Single by the Blue Hearts

from the album The Blue Hearts
- Language: Japanese
- B-side: "Boku wa Koko ni Tatteiru Yo"
- Released: May 1, 1987
- Genre: Punk rock
- Length: 3:22
- Label: Meldac
- Songwriter: Hiroto Kōmoto

The Blue Hearts singles chronology
| "Hito ni Yasashiku" (1987) | "Linda Linda" (1987) | "Kiss Shite Hoshii" (1987) |

= Linda Linda =

"Linda Linda" (リンダリンダ) is a single by the Japanese punk rock band the Blue Hearts that was released on May 1, 1987. Lyrics and music were written by Hiroto Kōmoto, the band's lead vocalist, and it was arranged by the Blue Hearts. The track reached No. 38 on the Oricon charts during its release year.

It remains one of the group's most popular songs and was included on many albums.

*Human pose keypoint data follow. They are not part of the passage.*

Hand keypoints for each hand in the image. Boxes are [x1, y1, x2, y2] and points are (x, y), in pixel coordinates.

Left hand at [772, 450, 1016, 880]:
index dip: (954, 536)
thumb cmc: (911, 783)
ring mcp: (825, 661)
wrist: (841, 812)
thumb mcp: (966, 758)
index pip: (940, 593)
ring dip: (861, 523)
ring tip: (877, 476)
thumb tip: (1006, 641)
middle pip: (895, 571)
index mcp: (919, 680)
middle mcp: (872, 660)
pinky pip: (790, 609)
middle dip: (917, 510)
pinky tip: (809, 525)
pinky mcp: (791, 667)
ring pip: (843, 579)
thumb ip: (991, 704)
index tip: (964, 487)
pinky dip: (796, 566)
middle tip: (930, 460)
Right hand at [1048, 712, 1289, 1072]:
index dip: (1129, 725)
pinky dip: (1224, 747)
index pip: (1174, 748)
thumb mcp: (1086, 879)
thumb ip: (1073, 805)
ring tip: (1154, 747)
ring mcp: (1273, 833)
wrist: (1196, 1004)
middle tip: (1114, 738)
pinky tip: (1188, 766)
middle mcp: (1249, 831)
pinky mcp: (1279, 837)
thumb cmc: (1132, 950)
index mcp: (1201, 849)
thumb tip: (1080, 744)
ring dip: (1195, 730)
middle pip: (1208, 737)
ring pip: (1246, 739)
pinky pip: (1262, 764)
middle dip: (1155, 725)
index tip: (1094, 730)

It was rereleased as a single on February 6, 2002.

The B-side track on the single was "Boku wa Koko ni Tatteiru Yo" (僕はここに立っているよ I'm Standing Here), which was written by Masatoshi Mashima, the band's guitarist.

==Original recordings==
There is a noticeable difference in the guitar arrangement and sound mixing between Linda Lindas release as a single and its release on the album, The Blue Hearts. Band members agreed to this change for the album because it represents a change from their amateur days to a major band playing live concerts. The single version of the song, however, is more common on television and in commercials.

==Related media==
The song has made many appearances in popular culture, including being central to the plot of the 2005 Japanese movie Linda Linda Linda, which is about a high school girls' band which plays songs of The Blue Hearts.

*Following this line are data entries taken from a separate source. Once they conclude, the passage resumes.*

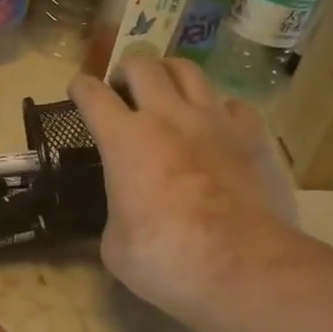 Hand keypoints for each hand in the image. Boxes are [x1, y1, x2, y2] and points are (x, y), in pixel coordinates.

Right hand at [70, 57, 301, 327]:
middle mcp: (167, 116)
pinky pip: (233, 104)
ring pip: (188, 70)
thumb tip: (127, 212)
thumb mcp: (115, 245)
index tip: (78, 90)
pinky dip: (219, 109)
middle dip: (126, 70)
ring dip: (170, 74)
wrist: (244, 267)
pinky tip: (218, 126)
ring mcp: (214, 120)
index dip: (81, 87)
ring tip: (167, 90)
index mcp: (124, 139)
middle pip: (142, 65)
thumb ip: (117, 212)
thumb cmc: (166, 258)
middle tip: (124, 88)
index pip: (92, 94)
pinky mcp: (254, 135) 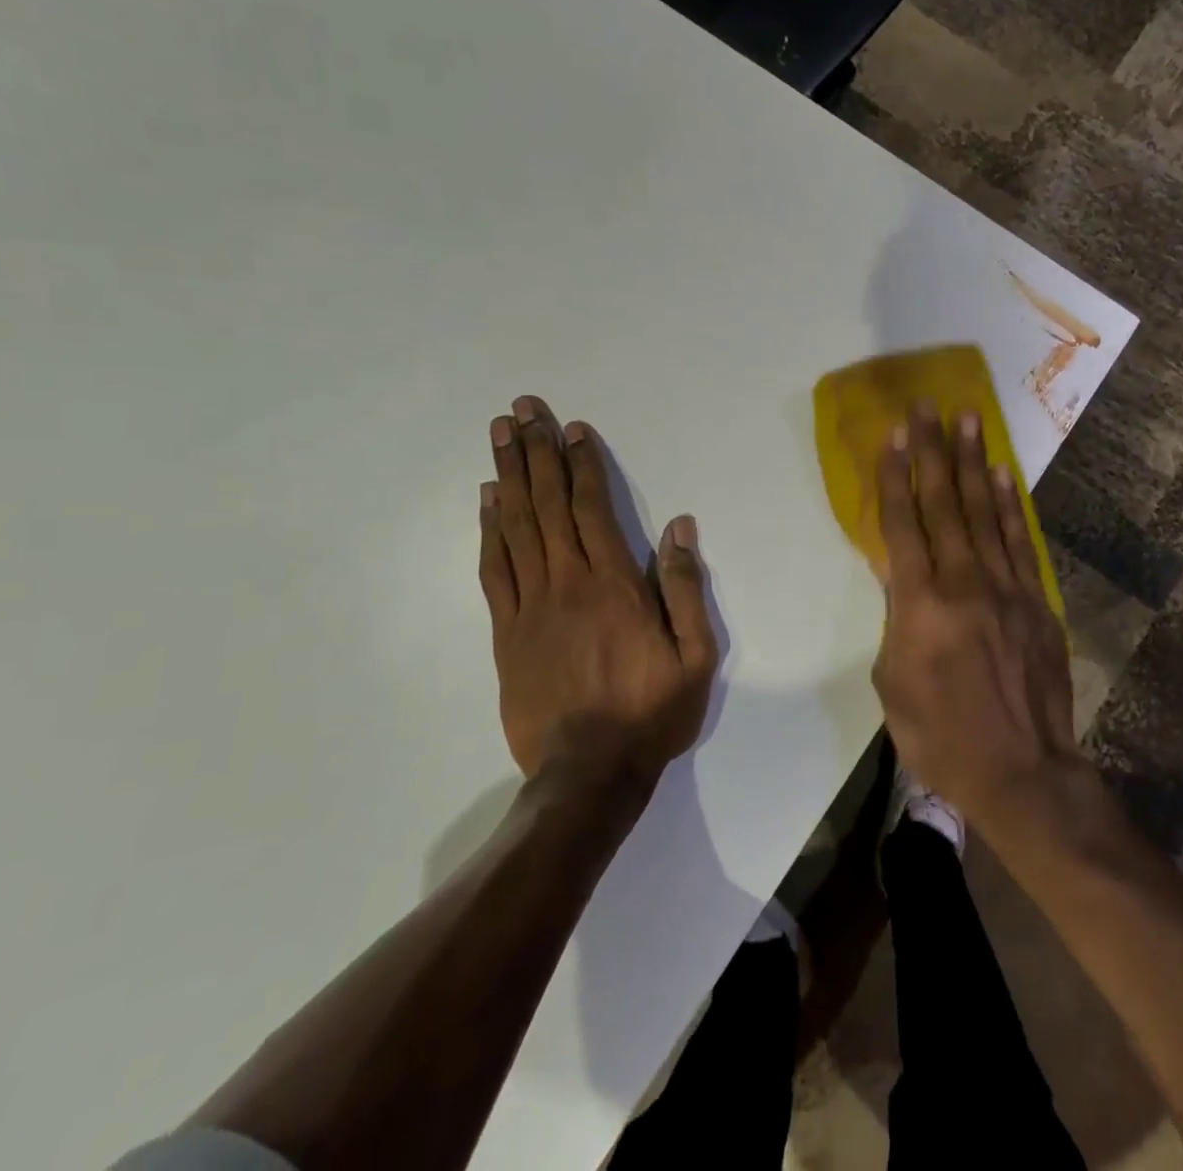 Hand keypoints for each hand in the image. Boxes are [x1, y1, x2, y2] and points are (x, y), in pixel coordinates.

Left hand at [479, 396, 718, 786]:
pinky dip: (489, 530)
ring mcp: (530, 606)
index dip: (582, 464)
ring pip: (516, 527)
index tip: (572, 429)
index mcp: (614, 585)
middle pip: (547, 505)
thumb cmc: (651, 712)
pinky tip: (487, 500)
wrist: (588, 774)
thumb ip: (684, 587)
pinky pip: (494, 569)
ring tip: (500, 435)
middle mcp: (567, 583)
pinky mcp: (506, 632)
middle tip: (522, 409)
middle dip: (535, 452)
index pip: (592, 508)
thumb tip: (679, 527)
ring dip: (508, 476)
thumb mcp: (695, 655)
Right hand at [871, 402, 1077, 829]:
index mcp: (919, 605)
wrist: (1022, 772)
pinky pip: (1019, 542)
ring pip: (984, 512)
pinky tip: (1001, 475)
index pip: (901, 525)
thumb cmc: (940, 736)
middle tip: (926, 406)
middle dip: (932, 451)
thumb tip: (898, 575)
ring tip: (967, 419)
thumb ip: (895, 619)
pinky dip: (1009, 505)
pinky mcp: (1036, 601)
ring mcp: (1006, 588)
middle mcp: (963, 582)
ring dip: (973, 462)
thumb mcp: (892, 682)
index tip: (892, 435)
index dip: (893, 476)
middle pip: (943, 504)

The song was also recorded by American singer Andrew W.K. on his 2008 cover album, The Japan Covers.

American punk rock cover band Me First and the Gimme Gimmes included the song on their 2011 EP, Sing in Japanese.

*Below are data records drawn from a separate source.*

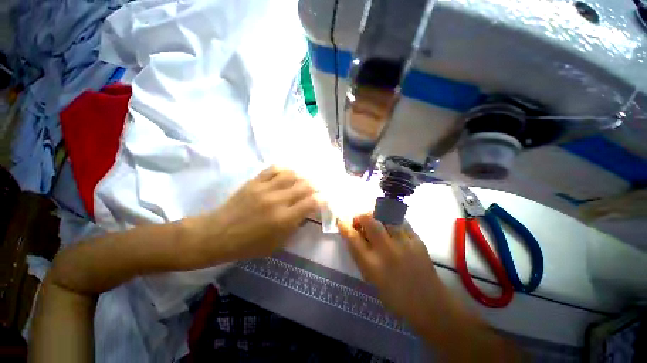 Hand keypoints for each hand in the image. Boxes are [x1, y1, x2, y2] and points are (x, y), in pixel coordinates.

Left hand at [197, 166, 318, 261]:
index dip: (321, 199)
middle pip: (304, 186)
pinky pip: (274, 169)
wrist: (217, 234)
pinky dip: (285, 169)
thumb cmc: (249, 245)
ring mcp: (265, 189)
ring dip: (302, 177)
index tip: (323, 199)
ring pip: (291, 175)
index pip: (311, 202)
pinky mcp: (254, 182)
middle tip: (316, 189)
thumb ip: (294, 227)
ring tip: (304, 180)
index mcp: (284, 219)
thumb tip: (305, 213)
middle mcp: (277, 201)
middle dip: (315, 187)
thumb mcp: (277, 244)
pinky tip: (288, 173)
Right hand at [337, 214, 452, 331]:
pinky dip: (392, 221)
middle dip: (360, 216)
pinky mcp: (417, 240)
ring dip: (376, 216)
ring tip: (376, 221)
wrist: (430, 305)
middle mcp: (386, 250)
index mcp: (372, 265)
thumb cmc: (395, 297)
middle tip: (360, 221)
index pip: (352, 238)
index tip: (341, 222)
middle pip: (369, 221)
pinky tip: (391, 227)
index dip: (344, 227)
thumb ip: (361, 256)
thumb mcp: (371, 279)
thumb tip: (355, 235)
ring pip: (385, 216)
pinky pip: (400, 221)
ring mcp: (403, 243) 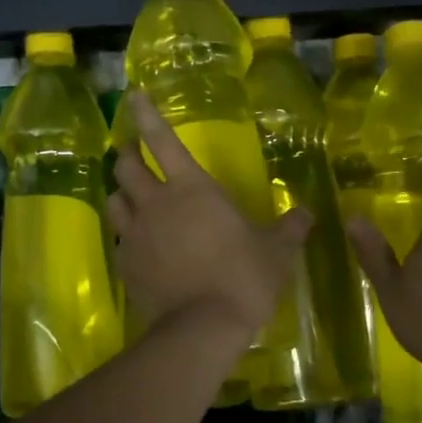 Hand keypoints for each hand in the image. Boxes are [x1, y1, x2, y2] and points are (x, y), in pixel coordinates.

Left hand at [109, 93, 311, 337]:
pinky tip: (140, 249)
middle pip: (125, 166)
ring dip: (122, 195)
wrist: (203, 326)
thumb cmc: (244, 278)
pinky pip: (119, 241)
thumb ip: (290, 229)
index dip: (146, 114)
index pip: (163, 139)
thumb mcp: (276, 252)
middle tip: (133, 155)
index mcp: (193, 188)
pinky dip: (127, 237)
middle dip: (127, 155)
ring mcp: (135, 234)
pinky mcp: (125, 265)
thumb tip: (307, 215)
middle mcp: (156, 203)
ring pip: (114, 201)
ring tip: (133, 202)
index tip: (132, 96)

American punk rock band MxPx recorded the song in English on their 2009 album On The Cover II. They included a Japanese version as a bonus track on Japanese pressings of the CD.

The Minneapolis-based band The Outliers released a version of the song on their 2008 album It Seemed Like a Good Idea at the Time.

It also made an appearance in the Nintendo DS rhythm games Osu! Tatakae! Ouendan as the song in the ramen shop owner stage, Metcha! Taiko no Tatsujin DS: Nanatsu no Shima no Daibouken, as well as the Wii rhythm game Taiko no Tatsujin Wii: Do Don to 2 Daime, and the PS4 rhythm game Taiko no Tatsujin: Drum Session

It was also released as the character song of Masaomi Kida from Durarara!! in the first DVD.

A cover of Linda Linda was featured in the anime series The Rolling Girls.

All-girl Asian-American and Latina punk rock band The Linda Lindas named their band after the song. They later performed a cover of "Linda Linda" on the bonus edition of their album, Growing Up.

The song is featured in the original 2021 Netflix film Mixtape.